Source records:
===============
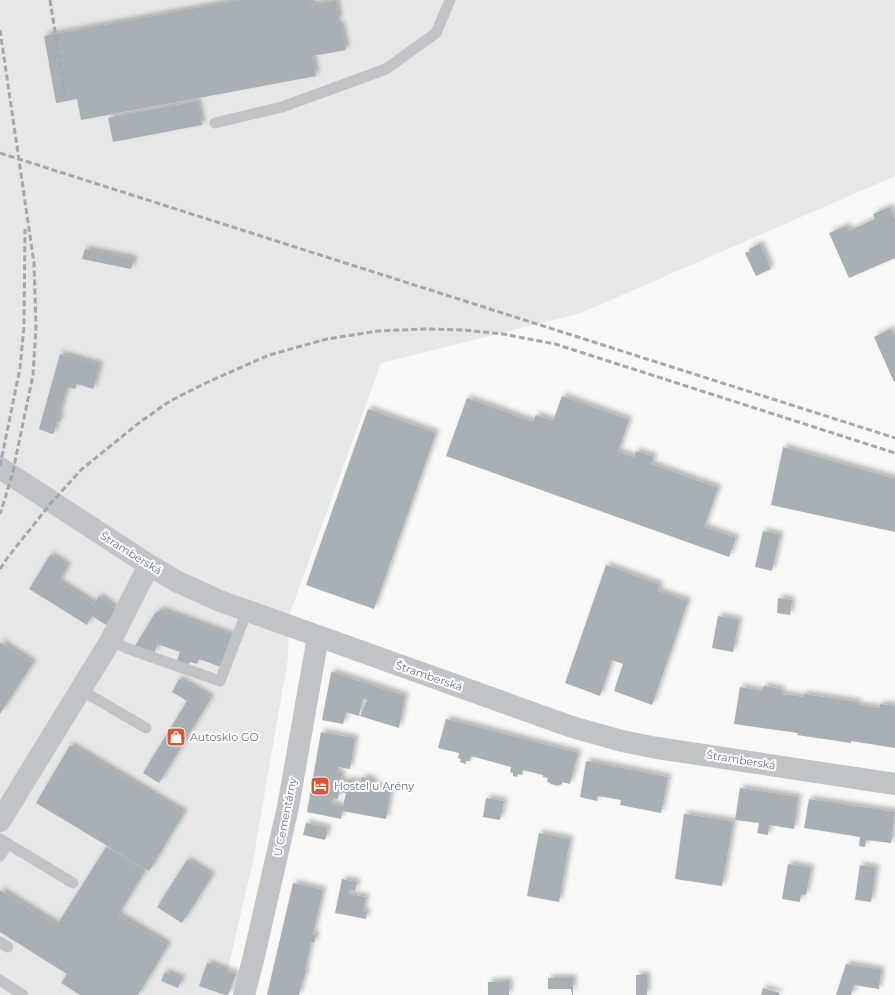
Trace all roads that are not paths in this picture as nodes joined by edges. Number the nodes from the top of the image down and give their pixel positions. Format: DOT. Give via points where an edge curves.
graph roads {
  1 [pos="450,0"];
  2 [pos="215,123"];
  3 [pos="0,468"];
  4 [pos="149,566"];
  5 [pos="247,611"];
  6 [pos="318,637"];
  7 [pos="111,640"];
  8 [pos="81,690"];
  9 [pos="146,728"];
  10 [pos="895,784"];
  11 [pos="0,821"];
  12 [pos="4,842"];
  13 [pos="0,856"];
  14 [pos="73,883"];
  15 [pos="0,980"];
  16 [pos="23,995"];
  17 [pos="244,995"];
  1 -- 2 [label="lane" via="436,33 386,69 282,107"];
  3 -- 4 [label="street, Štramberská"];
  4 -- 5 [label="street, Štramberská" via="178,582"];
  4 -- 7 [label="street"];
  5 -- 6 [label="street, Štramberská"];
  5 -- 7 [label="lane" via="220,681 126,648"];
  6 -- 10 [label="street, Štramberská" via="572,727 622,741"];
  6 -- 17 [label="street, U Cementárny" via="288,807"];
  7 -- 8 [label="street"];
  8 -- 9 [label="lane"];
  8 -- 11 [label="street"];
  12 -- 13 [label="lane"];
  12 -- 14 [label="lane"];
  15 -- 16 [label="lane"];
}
===============
Action item: Return each entry exactly as given. Leave the images out.

Finished exercise:
Trace all roads that are not paths in this picture as nodes joined by edges. Number the nodes from the top of the image down and give their pixel positions. Format: DOT. Give via points where an edge curves.
graph roads {
  1 [pos="450,0"];
  2 [pos="215,123"];
  3 [pos="0,468"];
  4 [pos="149,566"];
  5 [pos="247,611"];
  6 [pos="318,637"];
  7 [pos="111,640"];
  8 [pos="81,690"];
  9 [pos="146,728"];
  10 [pos="895,784"];
  11 [pos="0,821"];
  12 [pos="4,842"];
  13 [pos="0,856"];
  14 [pos="73,883"];
  15 [pos="0,980"];
  16 [pos="23,995"];
  17 [pos="244,995"];
  1 -- 2 [label="lane" via="436,33 386,69 282,107"];
  3 -- 4 [label="street, Štramberská"];
  4 -- 5 [label="street, Štramberská" via="178,582"];
  4 -- 7 [label="street"];
  5 -- 6 [label="street, Štramberská"];
  5 -- 7 [label="lane" via="220,681 126,648"];
  6 -- 10 [label="street, Štramberská" via="572,727 622,741"];
  6 -- 17 [label="street, U Cementárny" via="288,807"];
  7 -- 8 [label="street"];
  8 -- 9 [label="lane"];
  8 -- 11 [label="street"];
  12 -- 13 [label="lane"];
  12 -- 14 [label="lane"];
  15 -- 16 [label="lane"];
}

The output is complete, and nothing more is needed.